» Aim of the exercise
In the data below, find every line with the string "Mayo" and pull it out.

(Dataset records begins)

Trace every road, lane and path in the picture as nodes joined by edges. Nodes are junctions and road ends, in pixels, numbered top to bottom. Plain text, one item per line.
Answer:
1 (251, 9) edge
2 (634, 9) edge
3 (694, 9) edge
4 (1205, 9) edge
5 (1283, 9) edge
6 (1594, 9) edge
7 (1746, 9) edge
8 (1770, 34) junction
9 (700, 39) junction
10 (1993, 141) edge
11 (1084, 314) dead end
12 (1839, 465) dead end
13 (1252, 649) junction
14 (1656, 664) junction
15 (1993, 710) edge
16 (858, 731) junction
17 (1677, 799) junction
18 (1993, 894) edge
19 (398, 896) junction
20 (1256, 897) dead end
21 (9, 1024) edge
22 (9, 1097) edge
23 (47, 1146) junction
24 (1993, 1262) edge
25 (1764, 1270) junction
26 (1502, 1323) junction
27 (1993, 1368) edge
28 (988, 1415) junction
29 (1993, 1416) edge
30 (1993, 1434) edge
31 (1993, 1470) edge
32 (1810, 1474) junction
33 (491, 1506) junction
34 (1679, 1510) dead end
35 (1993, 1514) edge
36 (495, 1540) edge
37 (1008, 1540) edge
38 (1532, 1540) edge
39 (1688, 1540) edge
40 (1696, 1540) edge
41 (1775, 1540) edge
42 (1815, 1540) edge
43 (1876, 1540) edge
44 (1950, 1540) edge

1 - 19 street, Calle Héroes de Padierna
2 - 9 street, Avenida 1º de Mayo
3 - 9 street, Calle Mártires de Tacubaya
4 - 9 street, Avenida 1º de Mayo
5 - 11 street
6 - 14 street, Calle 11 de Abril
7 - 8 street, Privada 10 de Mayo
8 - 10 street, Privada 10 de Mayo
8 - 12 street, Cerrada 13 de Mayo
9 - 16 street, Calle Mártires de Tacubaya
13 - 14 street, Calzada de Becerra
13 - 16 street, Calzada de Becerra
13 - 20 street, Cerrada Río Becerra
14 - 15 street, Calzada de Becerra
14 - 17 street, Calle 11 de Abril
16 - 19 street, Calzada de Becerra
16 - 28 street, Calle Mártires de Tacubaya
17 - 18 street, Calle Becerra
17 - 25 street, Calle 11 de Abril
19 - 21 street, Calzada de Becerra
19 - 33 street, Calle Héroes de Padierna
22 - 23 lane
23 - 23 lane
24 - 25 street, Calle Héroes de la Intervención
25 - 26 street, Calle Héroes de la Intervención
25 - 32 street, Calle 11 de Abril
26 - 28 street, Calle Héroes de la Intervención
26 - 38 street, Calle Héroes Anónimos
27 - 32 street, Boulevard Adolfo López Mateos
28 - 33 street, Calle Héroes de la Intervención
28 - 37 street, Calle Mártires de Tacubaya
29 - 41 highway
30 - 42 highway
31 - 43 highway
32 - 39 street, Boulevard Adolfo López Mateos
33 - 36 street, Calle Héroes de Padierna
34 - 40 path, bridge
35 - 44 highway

(Dataset records ends)

» Task result
2 - 9 street, Avenida 1º de Mayo
4 - 9 street, Avenida 1º de Mayo
7 - 8 street, Privada 10 de Mayo
8 - 10 street, Privada 10 de Mayo
8 - 12 street, Cerrada 13 de Mayo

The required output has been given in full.